## DIRECTIONS FOR THIS TASK
For the word "Drive", report how many lines of the records below contain it, and nothing more.

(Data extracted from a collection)
-*-

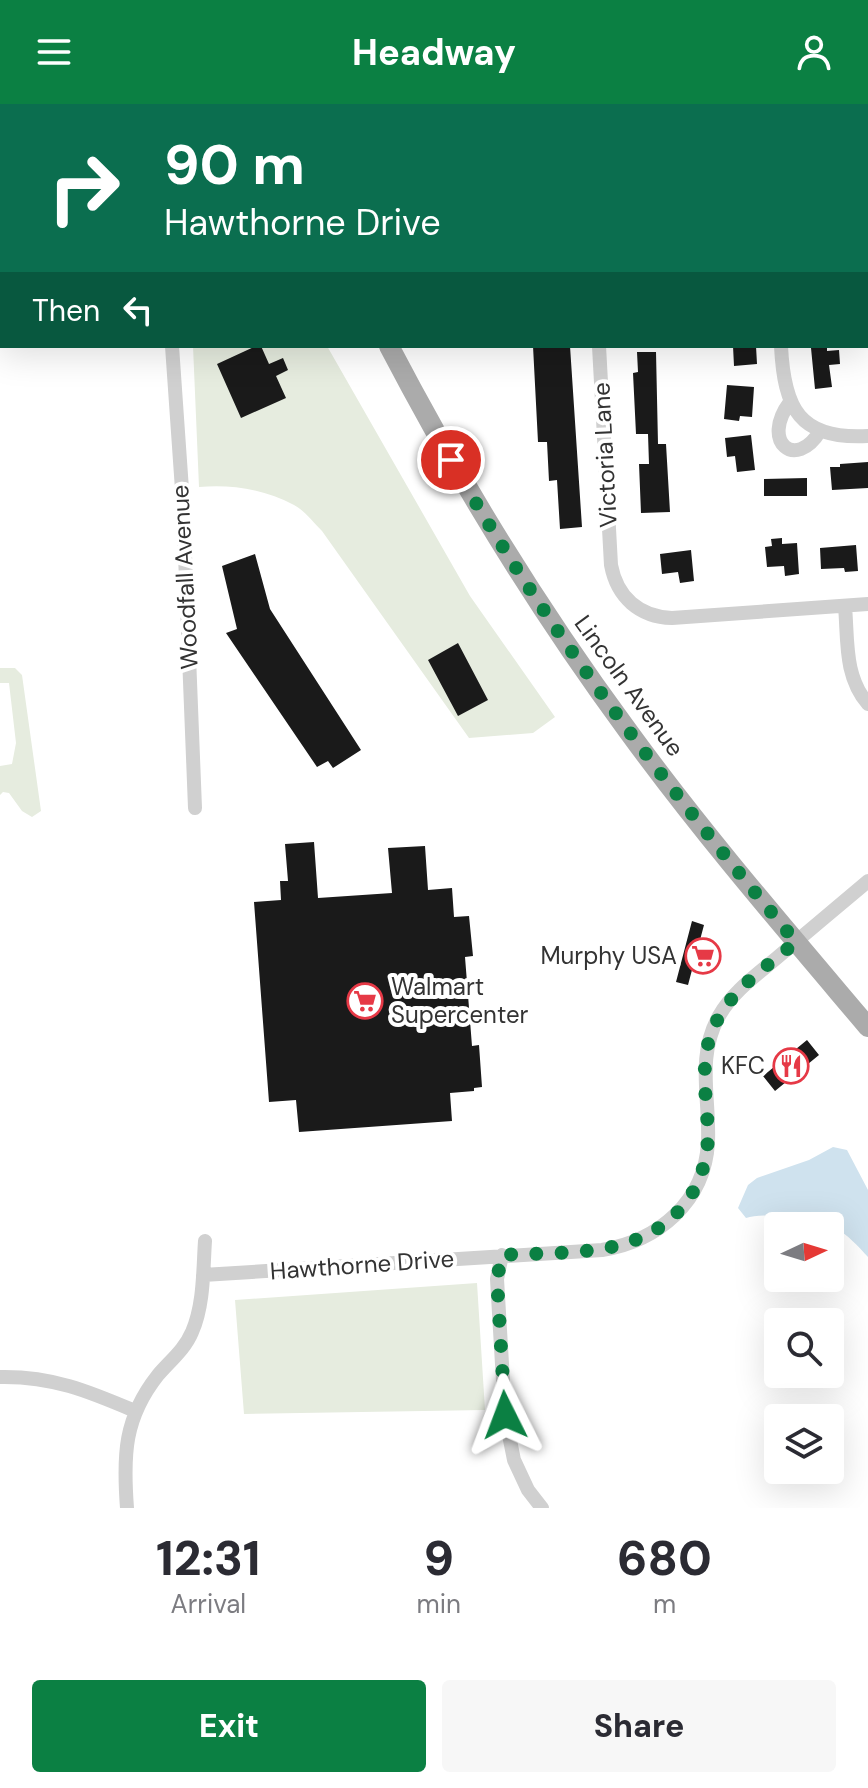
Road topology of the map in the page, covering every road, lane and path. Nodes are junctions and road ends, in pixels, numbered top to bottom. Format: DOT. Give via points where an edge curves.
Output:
graph roads {
  1 [pos="172,348"];
  2 [pos="390,348"];
  3 [pos="599,348"];
  4 [pos="781,348"];
  5 [pos="790,402"];
  6 [pos="820,431"];
  7 [pos="868,436"];
  8 [pos="868,604"];
  9 [pos="845,606"];
  10 [pos="868,704"];
  11 [pos="195,808"];
  12 [pos="868,881"];
  13 [pos="796,942"];
  14 [pos="868,1027"];
  15 [pos="205,1241"];
  16 [pos="502,1255"];
  17 [pos="203,1275"];
  18 [pos="0,1377"];
  19 [pos="135,1411"];
  20 [pos="127,1508"];
  21 [pos="542,1508"];
  1 -- 11 [label="street, Woodfall Avenue"];
  2 -- 13 [label="main road, Lincoln Avenue" via="467,488 572,653 683,804"];
  3 -- 9 [label="street, Victoria Lane" via="611,565 627,601 661,618"];
  4 -- 5 [label="street"];
  5 -- 6 [label="street"];
  5 -- 6 [label="street" via="778,422 782,445 802,450"];
  6 -- 7 [label="street"];
  8 -- 9 [label="street"];
  9 -- 10 [label="street" via="851,677"];
  12 -- 13 [label="street, Hawthorne Drive"];
  13 -- 14 [label="main road, Lincoln Avenue"];
  13 -- 16 [label="street, Hawthorne Drive" via="730,999 711,1033 704,1068 705,1161 680,1211 655,1233 620,1247"];
  15 -- 17 [label="street"];
  16 -- 17 [label="street, Hawthorne Drive"];
  16 -- 21 [label="street" via="497,1279 505,1415 514,1460"];
  17 -- 19 [label="street" via="193,1331"];
  18 -- 19 [label="street" via="59,1382"];
  19 -- 20 [label="street" via="126,1451"];
}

-*-

## RESULT BELOW
3